Only God conceivably could do this.

So it's really rather a masterful argument and they of course have no response to this.

It doesn't resolve their question, but it does bring out how lost they are.

They answered him, ‘You were born entirely in sins, and are you trying to teach us?’ 

And they drove him out.

In other words, they resort to ad hominem and they throw him out.

Finally their unity coalesces around him.

So we have this interesting account of simultaneously an inclusion: Jesus bringing the Adam into fulfillment of Creation, that person acquiring ever more agency being able to say 'I am'.

Starting to be able to get recognition as a starting travel to talk and then to answer back and then to recognize who God is in a very falsome way.

He's being brought to life and has recognized the criteria, which is of someone who is turned me from someone who was in some way lacking something to someone who now has it.

Jesus heard that they had driven him out, and when he found him, he said, ‘Do you believe in the Son of Man?’
He answered, ‘And who is he, sir? Tell me, so that I may believe in him.’ 
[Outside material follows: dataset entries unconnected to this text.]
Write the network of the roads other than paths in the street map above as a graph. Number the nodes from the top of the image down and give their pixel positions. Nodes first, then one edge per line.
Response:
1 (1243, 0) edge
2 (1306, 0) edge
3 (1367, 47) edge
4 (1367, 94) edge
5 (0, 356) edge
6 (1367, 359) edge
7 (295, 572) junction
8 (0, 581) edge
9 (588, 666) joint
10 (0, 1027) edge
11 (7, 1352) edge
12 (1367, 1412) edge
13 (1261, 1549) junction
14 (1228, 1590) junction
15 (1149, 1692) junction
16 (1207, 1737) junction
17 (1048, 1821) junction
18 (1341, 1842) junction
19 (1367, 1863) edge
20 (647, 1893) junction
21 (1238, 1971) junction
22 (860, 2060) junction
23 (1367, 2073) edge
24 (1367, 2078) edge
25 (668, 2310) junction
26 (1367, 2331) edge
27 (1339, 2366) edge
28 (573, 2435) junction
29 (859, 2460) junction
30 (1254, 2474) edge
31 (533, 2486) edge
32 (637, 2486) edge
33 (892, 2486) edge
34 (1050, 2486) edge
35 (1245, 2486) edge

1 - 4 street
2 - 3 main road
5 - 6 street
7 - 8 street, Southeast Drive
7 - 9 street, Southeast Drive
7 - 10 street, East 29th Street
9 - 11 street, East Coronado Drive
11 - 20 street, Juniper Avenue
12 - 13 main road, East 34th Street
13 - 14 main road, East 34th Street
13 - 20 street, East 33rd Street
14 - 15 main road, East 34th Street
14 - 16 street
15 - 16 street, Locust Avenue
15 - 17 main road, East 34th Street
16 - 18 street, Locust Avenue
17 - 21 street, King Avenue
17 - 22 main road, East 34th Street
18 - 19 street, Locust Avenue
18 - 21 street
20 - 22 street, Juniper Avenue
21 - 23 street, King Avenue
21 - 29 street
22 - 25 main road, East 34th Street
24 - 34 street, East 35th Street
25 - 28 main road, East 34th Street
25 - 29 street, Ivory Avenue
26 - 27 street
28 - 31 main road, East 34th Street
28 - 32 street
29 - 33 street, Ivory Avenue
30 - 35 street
Jesus said to him, ‘You have seen him, and the one speaking with you is he.’

So you have seen it and the one speaking with you is he.

It must have meant referring to the time that he was actually curing his eyes, but presumably he wasn't able to see very well.
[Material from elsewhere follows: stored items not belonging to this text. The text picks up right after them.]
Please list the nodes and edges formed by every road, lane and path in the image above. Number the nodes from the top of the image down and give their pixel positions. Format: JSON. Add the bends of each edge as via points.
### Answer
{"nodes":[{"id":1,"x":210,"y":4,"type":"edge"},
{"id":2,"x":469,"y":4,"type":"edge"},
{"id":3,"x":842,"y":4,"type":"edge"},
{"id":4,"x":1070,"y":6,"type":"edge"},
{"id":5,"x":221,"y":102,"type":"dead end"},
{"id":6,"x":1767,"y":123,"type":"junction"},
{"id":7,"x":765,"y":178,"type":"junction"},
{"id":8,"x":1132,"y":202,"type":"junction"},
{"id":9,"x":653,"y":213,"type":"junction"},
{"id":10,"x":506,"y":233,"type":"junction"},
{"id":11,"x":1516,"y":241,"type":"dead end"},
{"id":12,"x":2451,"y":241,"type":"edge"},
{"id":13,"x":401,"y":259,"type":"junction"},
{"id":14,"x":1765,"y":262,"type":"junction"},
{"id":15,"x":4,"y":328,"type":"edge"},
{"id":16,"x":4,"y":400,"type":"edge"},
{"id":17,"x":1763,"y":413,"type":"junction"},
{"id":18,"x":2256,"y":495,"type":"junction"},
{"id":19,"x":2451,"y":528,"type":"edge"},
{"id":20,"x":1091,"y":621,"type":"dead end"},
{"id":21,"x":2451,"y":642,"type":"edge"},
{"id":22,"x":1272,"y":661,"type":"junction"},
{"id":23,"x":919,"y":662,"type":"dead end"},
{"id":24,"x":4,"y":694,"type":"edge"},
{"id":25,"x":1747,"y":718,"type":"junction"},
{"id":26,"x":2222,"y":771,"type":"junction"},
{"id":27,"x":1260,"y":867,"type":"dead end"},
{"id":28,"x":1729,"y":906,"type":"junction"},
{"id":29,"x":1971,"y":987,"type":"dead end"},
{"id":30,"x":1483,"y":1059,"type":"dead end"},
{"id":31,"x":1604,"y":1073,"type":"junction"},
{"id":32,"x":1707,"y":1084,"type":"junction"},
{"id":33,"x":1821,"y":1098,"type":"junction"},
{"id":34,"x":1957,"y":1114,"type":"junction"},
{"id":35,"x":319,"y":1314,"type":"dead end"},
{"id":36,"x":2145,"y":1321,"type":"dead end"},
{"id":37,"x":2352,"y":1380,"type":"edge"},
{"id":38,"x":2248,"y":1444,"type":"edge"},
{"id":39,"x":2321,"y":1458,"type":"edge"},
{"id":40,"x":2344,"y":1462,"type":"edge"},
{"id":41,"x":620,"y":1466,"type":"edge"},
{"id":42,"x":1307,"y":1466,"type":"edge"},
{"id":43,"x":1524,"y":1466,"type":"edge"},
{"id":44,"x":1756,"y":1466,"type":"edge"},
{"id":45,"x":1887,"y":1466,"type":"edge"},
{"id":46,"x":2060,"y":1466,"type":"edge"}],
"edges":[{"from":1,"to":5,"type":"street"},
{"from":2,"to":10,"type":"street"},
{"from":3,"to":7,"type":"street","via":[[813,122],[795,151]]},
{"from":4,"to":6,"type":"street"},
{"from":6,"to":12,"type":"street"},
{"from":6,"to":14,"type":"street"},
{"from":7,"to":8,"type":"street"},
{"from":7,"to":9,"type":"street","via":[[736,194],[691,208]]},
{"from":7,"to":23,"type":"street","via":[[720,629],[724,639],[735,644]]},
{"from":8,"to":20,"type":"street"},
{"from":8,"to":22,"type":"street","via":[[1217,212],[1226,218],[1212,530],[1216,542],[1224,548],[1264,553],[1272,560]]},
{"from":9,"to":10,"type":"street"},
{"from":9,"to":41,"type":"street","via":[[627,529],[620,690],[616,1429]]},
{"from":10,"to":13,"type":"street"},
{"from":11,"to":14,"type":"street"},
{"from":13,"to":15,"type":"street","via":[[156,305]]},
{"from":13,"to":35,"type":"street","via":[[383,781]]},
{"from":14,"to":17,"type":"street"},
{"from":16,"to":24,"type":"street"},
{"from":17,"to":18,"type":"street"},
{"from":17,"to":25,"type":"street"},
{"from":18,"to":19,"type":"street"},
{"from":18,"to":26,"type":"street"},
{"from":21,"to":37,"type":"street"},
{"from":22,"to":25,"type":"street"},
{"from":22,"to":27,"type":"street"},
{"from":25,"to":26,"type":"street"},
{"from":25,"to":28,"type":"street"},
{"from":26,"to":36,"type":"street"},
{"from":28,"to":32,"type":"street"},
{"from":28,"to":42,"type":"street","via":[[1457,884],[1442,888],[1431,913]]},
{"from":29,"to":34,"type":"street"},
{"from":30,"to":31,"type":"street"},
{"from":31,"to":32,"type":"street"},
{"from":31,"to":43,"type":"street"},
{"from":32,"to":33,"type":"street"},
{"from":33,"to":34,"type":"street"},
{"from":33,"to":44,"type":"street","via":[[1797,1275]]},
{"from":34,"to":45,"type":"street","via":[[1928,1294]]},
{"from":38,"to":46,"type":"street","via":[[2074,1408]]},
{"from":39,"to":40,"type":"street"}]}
He said, ‘Lord, I believe.’ And he worshipped him.

So here is someone worshiping in Spirit and in truth, who has been brought to the fullness of humanity not simply by allowing God to do something to him, but by having fought his way as it were through various false paths to interpret this way so that he would fit into someone else's system.
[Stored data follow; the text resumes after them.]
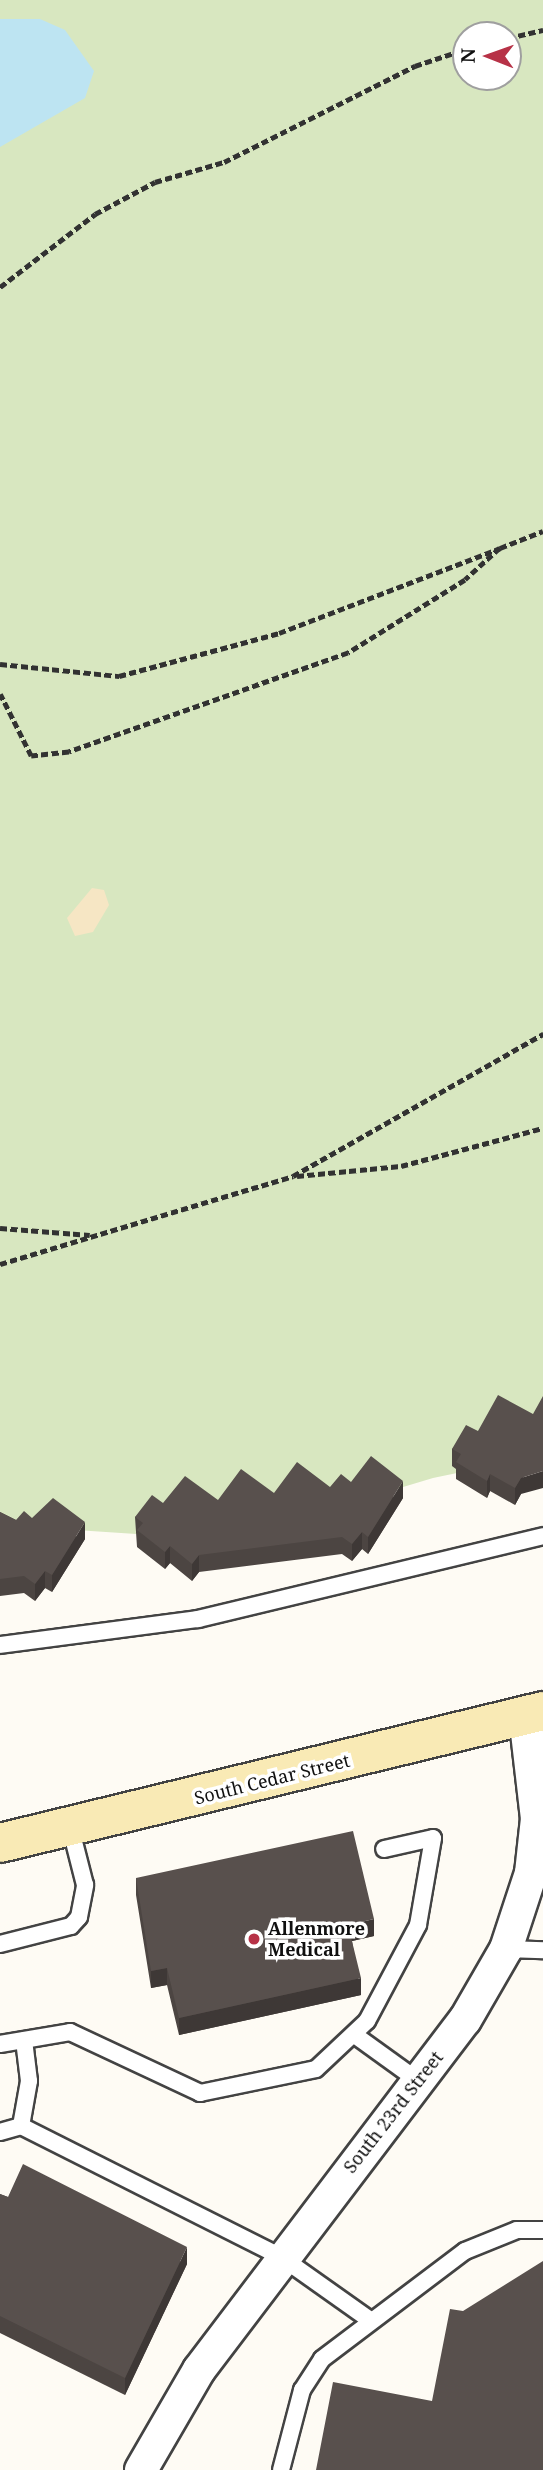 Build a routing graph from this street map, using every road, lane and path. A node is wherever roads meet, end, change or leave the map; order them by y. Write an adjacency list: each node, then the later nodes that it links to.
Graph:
1 (543, 30): 2 (path)
2 (522, 34)
3 (452, 54): 4 (path)
4 (0, 287)
5 (543, 531): 6 (path)
6 (500, 548): 7 (path); 8 (path)
7 (0, 664)
8 (0, 694)
9 (543, 1034): 11 (path)
10 (543, 1128): 11 (path)
11 (293, 1176): 13 (path)
12 (0, 1228): 13 (path)
13 (93, 1235): 14 (path)
14 (0, 1264)
15 (543, 1536): 16 (lane)
16 (0, 1645)
17 (534, 1714): 18 (main road, South Cedar Street); 22 (street, South 23rd Street)
18 (69, 1826): 19 (main road, South Cedar Street); 21 (lane)
19 (0, 1843)
20 (384, 1849): 24 (lane)
21 (0, 1944)
22 (506, 1949): 23 (lane); 27 (street, South 23rd Street)
23 (543, 1950)
24 (356, 2036): 25 (lane); 27 (lane)
25 (24, 2040): 26 (lane); 28 (lane)
26 (0, 2044)
27 (418, 2080): 31 (street, South 23rd Street)
28 (21, 2126): 29 (lane); 31 (lane)
29 (0, 2132)
30 (543, 2230): 32 (lane)
31 (281, 2257): 32 (lane); 33 (street, South 23rd Street)
32 (370, 2320): 34 (lane)
33 (141, 2470)
34 (281, 2470) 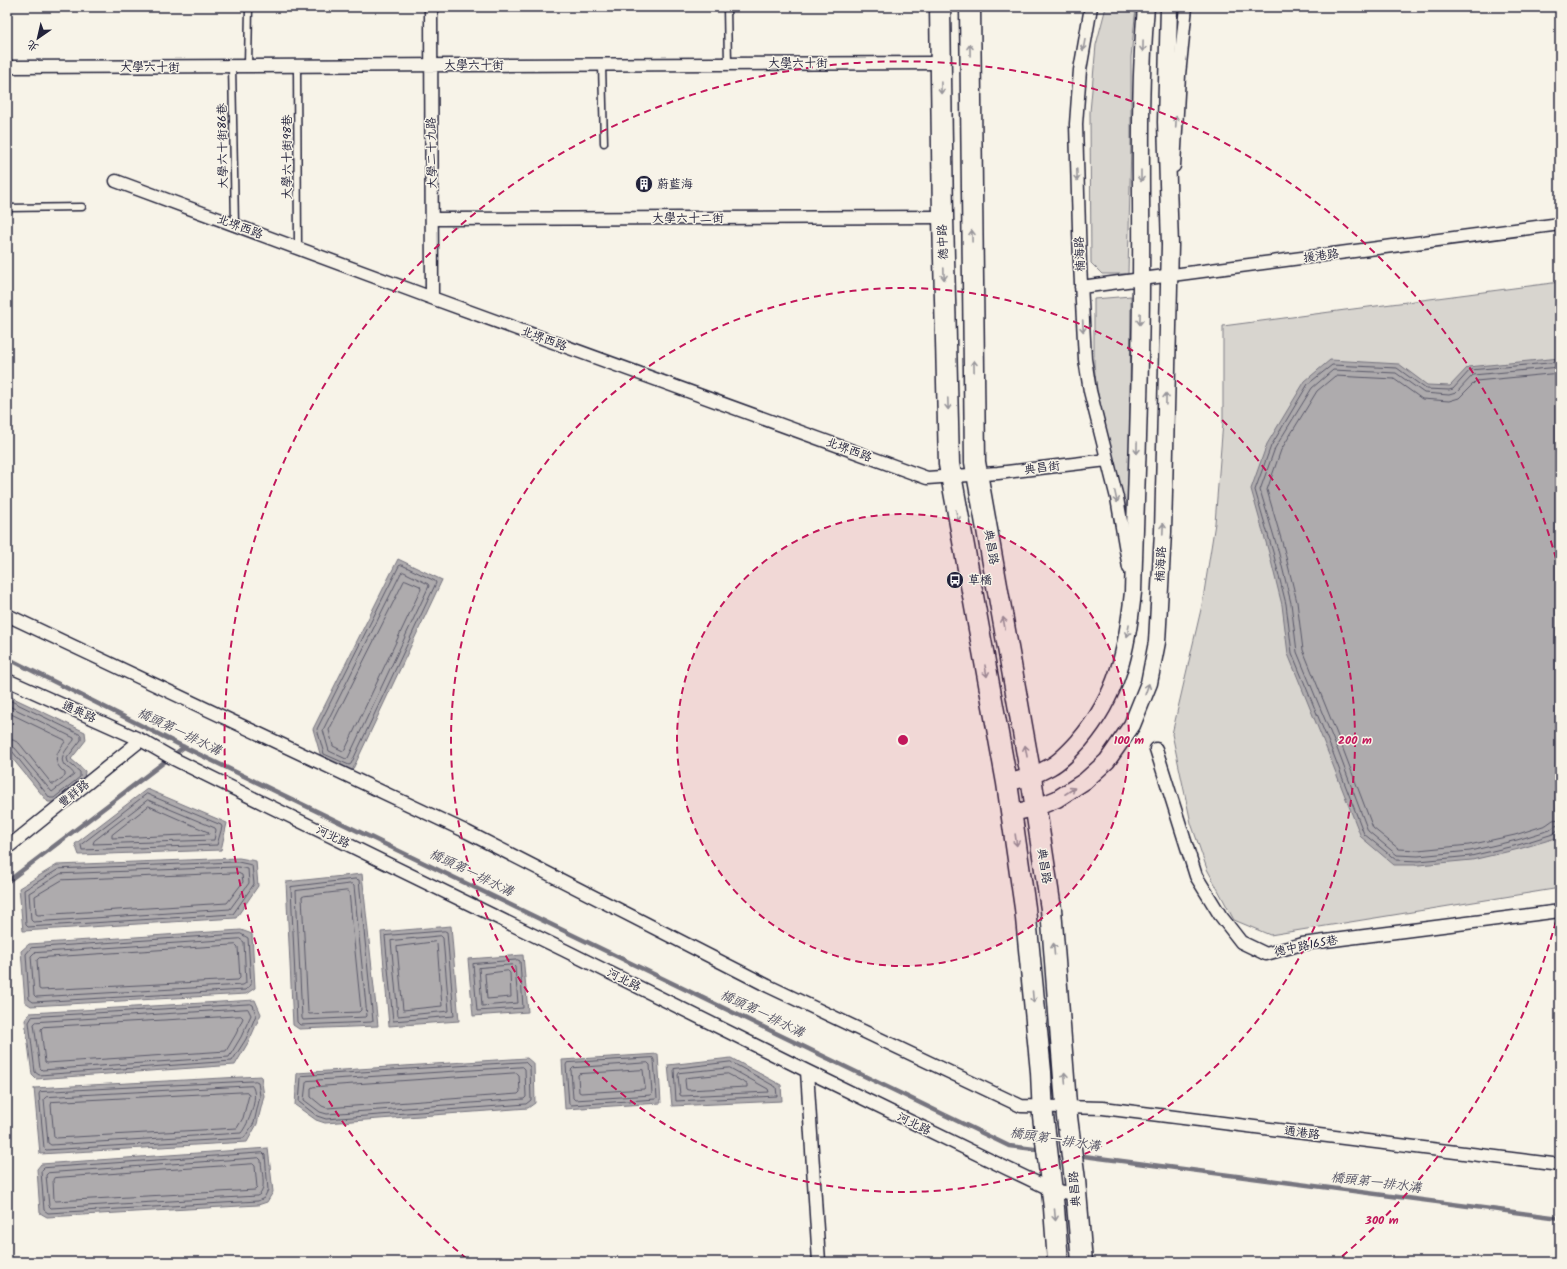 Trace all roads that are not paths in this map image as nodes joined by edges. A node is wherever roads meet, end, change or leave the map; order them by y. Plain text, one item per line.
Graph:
1 (249, 7) edge
2 (431, 7) edge
3 (727, 7) edge
4 (940, 7) edge
5 (970, 7) edge
6 (1091, 7) edge
7 (1146, 7) edge
8 (1170, 7) edge
9 (1186, 7) edge
10 (941, 63) junction
11 (602, 64) junction
12 (728, 64) junction
13 (431, 65) junction
14 (232, 66) junction
15 (248, 66) junction
16 (297, 66) junction
17 (7, 67) edge
18 (604, 143) dead end
19 (116, 181) dead end
20 (82, 207) dead end
21 (7, 208) edge
22 (943, 217) junction
23 (433, 219) junction
24 (1560, 224) edge
25 (236, 225) junction
26 (1170, 245) junction
27 (298, 248) junction
28 (1169, 276) junction
29 (1142, 280) junction
30 (1081, 287) junction
31 (432, 298) junction
32 (1107, 460) junction
33 (977, 475) junction
34 (950, 477) junction
35 (1133, 592) junction
36 (7, 615) edge
37 (7, 680) edge
38 (146, 742) junction
39 (1156, 749) dead end
40 (174, 759) joint
41 (1031, 777) junction
42 (1007, 783) junction
43 (1035, 808) junction
44 (1012, 813) junction
45 (7, 848) edge
46 (1560, 911) edge
47 (806, 1071) junction
48 (1043, 1112) junction
49 (1067, 1112) junction
50 (1560, 1165) edge
51 (1051, 1183) junction
52 (1075, 1187) junction
53 (819, 1262) edge
54 (1058, 1262) edge
55 (1082, 1262) edge

1 - 15 lane
2 - 13 street, 大學二十九路
3 - 12 lane
4 - 10 main road, 德中路
33 -> 5 main road
6 -> 30 street, 楠海路
7 -> 29 street, 楠海路
8 - 26 street, 楠海路
26 -> 9 street, 楠海路
10 - 12 street, 大學六十街
10 -> 22 main road, 德中路
11 - 12 street, 大學六十街
11 - 13 street, 大學六十街
11 - 18 lane
13 - 16 street, 大學六十街
13 - 23 street, 大學二十九路
14 - 15 street, 大學六十街
14 - 17 street, 大學六十街
14 - 25 lane, 大學六十街86巷
15 - 16 street, 大學六十街
16 - 27 lane, 大學六十街98巷
19 - 25 street, 北堺西路
20 - 21 lane
22 - 23 street, 大學六十二街
22 -> 34 main road, 德中路
23 - 31 street, 大學二十九路
24 - 28 street, 援港路
25 - 27 street, 北堺西路
26 - 28 street, 楠海路
27 - 31 street, 北堺西路
28 - 29 street, 援港路
43 -> 28 street, 楠海路
29 - 30 street, 援港路
29 -> 35 street, 楠海路
30 -> 32 street, 楠海路
31 - 34 street, 北堺西路
32 - 33 street, 典昌街
32 -> 35 street, 楠海路
33 - 34 street, 北堺西路
41 -> 33 main road, 典昌路
34 -> 42 main road, 典昌路
35 -> 41 street, 楠海路
36 - 48 street, 通港路
37 - 38 street, 通典路
38 - 40 street, 通典路
38 - 45 street, 豐祥路
39 - 46 street, 德中路165巷
40 - 47 street, 河北路
41 - 42 street, 楠海路
41 - 43 main road, 典昌路
42 - 44 main road, 典昌路
43 - 44 street, 楠海路
49 -> 43 main road, 典昌路
44 -> 48 main road, 典昌路
47 - 51 street, 河北路
47 - 53 street
48 - 49 street, 通港路
48 - 51 main road, 典昌路
49 - 50 street, 通港路
49 - 52 main road, 典昌路
51 - 52 street, 河北路
51 -> 54 main road, 典昌路
52 - 55 main road, 典昌路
And this is very significant.

Jesus said, ‘I came into this world for judgement so that those who do not see may see, and those who do see may become blind.’

This is exactly what he's done here.

He's indicated that someone who was visibly blind he has turned him into a symbol, a sign of those who are treated as without worth, without personhood, without voice, without sight, nothing to enable them to participate how they are brought into full piece of participation, while those who think they can see, they're the ones who control everything, have voice, have participation, run the show.

They're compliant, they can't see what's going on in front of their face.

Some of the Pharisees near him heard this and said to him, ‘Surely we are not blind, are we?’

I think we can imagine the translations being slightly more cultural than that.

Is it as meaning effectively and I suppose you're saying we're blind.

Jesus said to them, ‘If you were blind, you would not have sin. 

But now that you say, “We see”, your sin remains.

If you were in the position of people who weren't able to see what's going on, would not be a problem.

It's your reinforcing of your unity over against this person that has made you sinful, because you're insisting on your sight over against something that everybody can see, which has been brought into being and which you have rejected.

So Jesus, the Creator, brings the fullness of creation into the light in such a way that Creation becomes fully human and develops agency, being able to recognize the Lord in what he makes.

At the same time, those people who are frightened of loss of authority, prestige and power, gangs up against this person and actually becomes blind, not actually being able to see the Creator in their midst.

This is a wonderful dynamic account of the Creation, because we normally think of Creation as something separate from the cultural process of becoming fully ourselves.

Yet, in the Christian understanding, it's precisely the notion that we are all on our way to being fully created, but that are being fully created requires the work of the Lord who requires us to be forgiven, so that we can learn our way out of the entanglements of our blindness, our belonging to false structural forms of goodness over against despised others, so that eventually we can stand tall and say, as an image of God, 'I am'.